Kediri (ANTARA) - Komisi Perlindungan Anak Indonesia (KPAI) Pusat merekomendasikan pendampingan psikologis bagi keluarga BM (14), santri Pondok Pesantren Tartilul Quran (PPTQ) Al Hanifiyyah, di Kecamatan Mojo, Kabupaten Kediri, Jawa Timur, yang menjadi korban penganiayaan hingga meninggal dunia.

Anggota KPAI bidang Pendidikan, Pemanfaatan Waktu Luang, dan Budaya, Aris Adi Leksono, mengatakan dalam perkara anak perlindungan akan diberikan terutama bagi anak korban. Dalam kasus ini adalah keluarga BM, karena korban meninggal dunia.

"Kami mendorong adanya pendampingan dari pihak terkait secara psikologis dan juga mendorong adanya kepedulian sosial, santunan, karena itu juga bagian dari perintah UU Perlindungan Anak," katanya di Kediri, Jumat.

Ia menambahkan, pendampingan juga diberikan kepada anak yang berkonflik dengan hukum, karena mereka juga mempunyai hak untuk mendapatkan pendampingan hukum, mendapatkan pemulihan, kemudian rehabilitasi sosial.

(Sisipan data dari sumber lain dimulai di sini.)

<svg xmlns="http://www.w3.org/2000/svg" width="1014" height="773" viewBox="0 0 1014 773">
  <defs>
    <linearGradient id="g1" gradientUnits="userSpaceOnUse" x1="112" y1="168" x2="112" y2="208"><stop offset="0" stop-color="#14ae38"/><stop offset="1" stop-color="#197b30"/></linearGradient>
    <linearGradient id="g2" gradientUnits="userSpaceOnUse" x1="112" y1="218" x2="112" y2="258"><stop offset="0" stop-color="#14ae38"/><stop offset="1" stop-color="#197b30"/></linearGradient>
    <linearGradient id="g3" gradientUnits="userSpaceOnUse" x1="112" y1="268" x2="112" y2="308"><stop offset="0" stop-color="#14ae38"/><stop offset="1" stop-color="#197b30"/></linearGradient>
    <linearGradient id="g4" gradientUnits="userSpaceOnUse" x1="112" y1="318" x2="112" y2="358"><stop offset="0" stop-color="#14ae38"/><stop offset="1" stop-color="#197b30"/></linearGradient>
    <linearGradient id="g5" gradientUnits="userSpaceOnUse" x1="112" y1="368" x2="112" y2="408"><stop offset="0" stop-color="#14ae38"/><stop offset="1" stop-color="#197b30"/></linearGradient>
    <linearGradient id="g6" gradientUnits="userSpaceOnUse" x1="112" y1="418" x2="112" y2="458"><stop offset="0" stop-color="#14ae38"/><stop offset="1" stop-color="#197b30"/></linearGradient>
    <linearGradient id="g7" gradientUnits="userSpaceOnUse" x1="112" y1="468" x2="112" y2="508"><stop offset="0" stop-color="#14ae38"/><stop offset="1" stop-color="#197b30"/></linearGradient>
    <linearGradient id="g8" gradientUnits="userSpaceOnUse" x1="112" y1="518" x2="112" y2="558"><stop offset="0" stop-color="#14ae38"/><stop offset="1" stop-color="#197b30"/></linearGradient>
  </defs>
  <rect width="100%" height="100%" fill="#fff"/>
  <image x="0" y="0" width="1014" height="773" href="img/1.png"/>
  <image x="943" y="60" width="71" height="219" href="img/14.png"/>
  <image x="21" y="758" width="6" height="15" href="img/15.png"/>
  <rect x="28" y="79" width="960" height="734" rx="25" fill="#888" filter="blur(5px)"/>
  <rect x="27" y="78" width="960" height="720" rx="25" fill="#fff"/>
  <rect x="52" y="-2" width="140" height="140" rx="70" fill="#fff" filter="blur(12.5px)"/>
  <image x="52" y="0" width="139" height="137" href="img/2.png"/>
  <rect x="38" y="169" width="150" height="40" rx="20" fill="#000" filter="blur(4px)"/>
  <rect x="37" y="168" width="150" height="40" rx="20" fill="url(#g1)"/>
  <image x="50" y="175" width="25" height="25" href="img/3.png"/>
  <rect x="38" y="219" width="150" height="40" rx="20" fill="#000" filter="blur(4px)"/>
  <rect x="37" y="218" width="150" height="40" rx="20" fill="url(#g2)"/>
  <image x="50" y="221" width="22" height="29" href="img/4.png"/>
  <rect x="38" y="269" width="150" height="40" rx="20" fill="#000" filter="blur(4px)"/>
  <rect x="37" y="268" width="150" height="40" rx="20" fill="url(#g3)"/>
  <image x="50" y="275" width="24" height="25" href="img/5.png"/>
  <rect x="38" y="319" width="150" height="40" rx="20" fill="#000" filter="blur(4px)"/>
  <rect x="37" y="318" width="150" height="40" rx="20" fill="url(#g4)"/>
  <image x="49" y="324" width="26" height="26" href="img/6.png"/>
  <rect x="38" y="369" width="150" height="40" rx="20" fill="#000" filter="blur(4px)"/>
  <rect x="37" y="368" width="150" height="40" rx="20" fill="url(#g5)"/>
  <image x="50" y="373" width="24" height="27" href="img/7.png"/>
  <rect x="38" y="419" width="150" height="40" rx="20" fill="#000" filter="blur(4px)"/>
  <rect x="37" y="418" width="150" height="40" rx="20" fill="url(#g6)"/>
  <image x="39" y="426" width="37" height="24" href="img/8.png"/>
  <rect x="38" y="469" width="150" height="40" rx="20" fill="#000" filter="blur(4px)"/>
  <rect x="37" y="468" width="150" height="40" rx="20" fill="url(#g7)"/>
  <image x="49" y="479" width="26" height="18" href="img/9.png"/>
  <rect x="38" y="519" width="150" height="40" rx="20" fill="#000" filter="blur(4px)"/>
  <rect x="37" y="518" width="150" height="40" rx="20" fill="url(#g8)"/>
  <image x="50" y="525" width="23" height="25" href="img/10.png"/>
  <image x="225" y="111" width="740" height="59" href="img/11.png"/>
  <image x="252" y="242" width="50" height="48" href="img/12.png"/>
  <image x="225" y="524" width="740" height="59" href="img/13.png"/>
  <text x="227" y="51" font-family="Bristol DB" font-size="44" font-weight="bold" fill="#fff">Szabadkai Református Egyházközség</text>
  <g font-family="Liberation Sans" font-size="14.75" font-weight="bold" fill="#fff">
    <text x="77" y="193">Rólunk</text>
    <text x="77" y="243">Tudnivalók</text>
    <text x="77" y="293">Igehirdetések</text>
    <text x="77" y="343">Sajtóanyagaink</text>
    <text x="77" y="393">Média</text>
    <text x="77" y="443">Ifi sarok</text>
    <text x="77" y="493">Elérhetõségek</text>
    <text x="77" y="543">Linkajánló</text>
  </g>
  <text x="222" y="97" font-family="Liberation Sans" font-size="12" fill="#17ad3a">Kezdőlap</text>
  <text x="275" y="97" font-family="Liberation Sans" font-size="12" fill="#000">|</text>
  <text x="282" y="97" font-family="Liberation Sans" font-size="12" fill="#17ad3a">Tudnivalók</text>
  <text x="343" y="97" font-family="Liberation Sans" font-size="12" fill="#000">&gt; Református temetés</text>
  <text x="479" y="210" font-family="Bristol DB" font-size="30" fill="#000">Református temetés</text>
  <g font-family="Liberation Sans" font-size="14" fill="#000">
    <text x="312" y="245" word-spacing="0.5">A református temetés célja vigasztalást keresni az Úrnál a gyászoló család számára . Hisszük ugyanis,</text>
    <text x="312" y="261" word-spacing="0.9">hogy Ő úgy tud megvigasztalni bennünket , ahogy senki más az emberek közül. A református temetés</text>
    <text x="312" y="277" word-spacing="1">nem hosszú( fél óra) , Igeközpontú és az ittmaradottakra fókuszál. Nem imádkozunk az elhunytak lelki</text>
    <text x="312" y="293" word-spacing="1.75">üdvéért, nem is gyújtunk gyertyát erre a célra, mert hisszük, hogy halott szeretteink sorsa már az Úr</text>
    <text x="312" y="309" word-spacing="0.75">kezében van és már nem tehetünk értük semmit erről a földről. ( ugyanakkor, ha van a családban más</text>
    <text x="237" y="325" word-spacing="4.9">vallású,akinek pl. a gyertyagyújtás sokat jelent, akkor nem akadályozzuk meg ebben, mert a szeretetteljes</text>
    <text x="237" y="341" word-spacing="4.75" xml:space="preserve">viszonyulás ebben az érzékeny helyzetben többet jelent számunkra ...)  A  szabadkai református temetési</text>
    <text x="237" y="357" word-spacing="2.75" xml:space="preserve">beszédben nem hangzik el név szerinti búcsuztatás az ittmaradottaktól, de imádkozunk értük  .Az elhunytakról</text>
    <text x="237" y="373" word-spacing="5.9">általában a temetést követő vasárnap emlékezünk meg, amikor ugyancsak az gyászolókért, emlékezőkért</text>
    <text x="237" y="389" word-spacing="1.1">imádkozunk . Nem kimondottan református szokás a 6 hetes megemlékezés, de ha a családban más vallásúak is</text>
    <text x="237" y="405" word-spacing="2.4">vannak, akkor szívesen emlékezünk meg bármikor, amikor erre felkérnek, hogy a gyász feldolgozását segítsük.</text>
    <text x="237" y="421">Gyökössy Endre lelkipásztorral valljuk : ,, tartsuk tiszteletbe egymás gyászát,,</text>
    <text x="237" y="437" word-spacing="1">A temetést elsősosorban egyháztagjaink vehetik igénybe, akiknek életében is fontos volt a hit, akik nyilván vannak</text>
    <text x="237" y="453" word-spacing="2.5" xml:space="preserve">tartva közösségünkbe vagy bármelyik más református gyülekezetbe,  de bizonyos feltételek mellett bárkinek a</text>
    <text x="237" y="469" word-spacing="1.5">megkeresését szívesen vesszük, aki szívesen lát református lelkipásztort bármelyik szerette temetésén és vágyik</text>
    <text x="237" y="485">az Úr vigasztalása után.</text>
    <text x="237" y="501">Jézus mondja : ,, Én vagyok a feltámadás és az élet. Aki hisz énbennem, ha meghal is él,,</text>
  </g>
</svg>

Dia mengatakan, KPAI juga sepakat untuk mendorong proses hukum yang sekarang sedang diproses. Untuk keputusan seperti apa, nantinya diharapkan juga harus didukung bersama.

Untuk itu dia juga meminta komitmen dari Kementerian Agama dan instansi terkait untuk membantu polisi. Pondok pesantren juga diharapkan memberikan informasi selengkapnya.

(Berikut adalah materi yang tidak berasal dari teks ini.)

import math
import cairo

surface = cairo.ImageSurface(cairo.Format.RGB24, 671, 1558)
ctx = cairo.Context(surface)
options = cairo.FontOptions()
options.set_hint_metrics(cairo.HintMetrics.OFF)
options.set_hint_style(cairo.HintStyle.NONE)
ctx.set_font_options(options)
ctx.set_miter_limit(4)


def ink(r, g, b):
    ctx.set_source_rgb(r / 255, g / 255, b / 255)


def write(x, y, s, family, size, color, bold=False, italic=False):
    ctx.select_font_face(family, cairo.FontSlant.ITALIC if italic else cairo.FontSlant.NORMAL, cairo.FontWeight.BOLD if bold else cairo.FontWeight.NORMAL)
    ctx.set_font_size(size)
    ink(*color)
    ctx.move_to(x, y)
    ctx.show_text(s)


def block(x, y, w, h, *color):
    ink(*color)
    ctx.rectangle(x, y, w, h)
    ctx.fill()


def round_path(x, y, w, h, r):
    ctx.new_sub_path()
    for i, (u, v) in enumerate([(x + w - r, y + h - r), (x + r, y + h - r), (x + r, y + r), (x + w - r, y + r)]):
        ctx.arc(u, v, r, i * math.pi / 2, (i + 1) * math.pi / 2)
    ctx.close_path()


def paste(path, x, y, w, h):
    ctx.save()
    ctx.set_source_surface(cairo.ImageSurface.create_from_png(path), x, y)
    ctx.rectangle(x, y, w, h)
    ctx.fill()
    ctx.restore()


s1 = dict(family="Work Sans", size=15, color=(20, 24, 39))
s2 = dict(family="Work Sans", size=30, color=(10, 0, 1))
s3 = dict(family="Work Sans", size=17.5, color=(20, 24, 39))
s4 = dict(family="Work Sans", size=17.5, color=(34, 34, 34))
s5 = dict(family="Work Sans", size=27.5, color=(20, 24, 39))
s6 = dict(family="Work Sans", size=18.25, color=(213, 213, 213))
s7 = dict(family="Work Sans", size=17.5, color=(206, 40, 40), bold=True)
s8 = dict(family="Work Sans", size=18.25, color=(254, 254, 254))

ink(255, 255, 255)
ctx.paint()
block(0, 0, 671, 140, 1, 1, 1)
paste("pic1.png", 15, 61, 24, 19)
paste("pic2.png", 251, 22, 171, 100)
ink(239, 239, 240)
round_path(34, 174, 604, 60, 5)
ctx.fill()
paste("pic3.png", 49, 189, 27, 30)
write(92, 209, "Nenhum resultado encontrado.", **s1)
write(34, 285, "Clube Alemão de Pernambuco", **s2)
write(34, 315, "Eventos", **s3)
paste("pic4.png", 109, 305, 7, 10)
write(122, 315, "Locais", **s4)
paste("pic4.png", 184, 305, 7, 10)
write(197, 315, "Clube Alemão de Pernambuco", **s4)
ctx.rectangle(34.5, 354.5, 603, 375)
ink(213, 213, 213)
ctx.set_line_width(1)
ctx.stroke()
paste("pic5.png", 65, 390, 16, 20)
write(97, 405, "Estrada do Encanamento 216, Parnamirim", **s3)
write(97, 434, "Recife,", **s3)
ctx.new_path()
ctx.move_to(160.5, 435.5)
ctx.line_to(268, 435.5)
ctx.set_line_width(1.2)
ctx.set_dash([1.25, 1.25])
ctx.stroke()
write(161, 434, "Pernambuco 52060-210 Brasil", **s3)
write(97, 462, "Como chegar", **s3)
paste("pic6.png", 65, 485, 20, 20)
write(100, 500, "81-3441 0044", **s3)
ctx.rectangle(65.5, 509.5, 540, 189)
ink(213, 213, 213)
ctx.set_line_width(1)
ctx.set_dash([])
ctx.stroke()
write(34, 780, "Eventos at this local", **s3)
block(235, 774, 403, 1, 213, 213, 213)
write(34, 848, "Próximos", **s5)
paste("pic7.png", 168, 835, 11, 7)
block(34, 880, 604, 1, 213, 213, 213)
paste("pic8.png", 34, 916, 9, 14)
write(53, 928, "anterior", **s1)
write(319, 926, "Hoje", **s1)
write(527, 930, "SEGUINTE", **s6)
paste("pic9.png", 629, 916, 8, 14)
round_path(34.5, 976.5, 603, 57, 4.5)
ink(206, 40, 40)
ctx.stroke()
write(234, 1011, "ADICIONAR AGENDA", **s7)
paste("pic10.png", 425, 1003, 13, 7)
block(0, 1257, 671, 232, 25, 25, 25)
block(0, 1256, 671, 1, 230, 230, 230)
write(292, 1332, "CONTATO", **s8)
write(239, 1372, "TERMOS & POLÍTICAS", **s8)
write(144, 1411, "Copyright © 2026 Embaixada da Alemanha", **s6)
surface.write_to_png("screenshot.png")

Baca juga: Kapolres : Santri dianiaya berulang-ulang

Baca juga: Fatayat NU kutuk keras kasus kekerasan terhadap santri di Kediri


"Karena ini persoalan anak, sesuai dengan UU harus cepat selesai, harus cepat tertangani, keadilan untuk keluarga korban bisa diwujudkan sambil hak lain baik keluarga maupun anak yang berkonflik hukum dengan status tersangka maupun saksi," kata dia.

Terkait dengan informasi soal pemindahan santri karena pondok pesantren tidak berizin, Aris mengatakan harus dipikirkan lebih panjang, sebab memindahkan anak tidak semudah yang diperkirakan.

"Saya kira lebih objektif untuk dilakukan asesmen awal. Dilihat, dipetakan mana anak yang perlu mendapatkan layanan pendampingan klasikal atau layanan pendampingan personal baik psikis, mental maupun pendampingan lainnya. Kalau itu bisa dipetakan maka bagaimana perlakuannya, intervensinya akan objektif," kata dia.

Sebelumnya, penganiayaan terjadi terhadap santri PPTQ Al Hanifiyyah di Kecamatan Mojo, Kabupaten Kediri, berinisial BM oleh seniornya hingga berujung meninggal dunia di area pondok.

Kapolres Kediri Kota AKBP Bramastyo Priaji mengungkapkan penganiayaan dilakukan beruntun yakni 18 Februari, 21 Februari dan 22 Februari 2024 sampai 23 Februari 2024 dini hari.

Empat tersangka yakni AF (16) asal Denpasar Bali, MN (18) asal Sidoarjo, MA (18) asal Nganjuk, dan AK (17) asal Surabaya mempunyai peran dalam penganiayaan tersebut sehingga menyebabkan kematian korban.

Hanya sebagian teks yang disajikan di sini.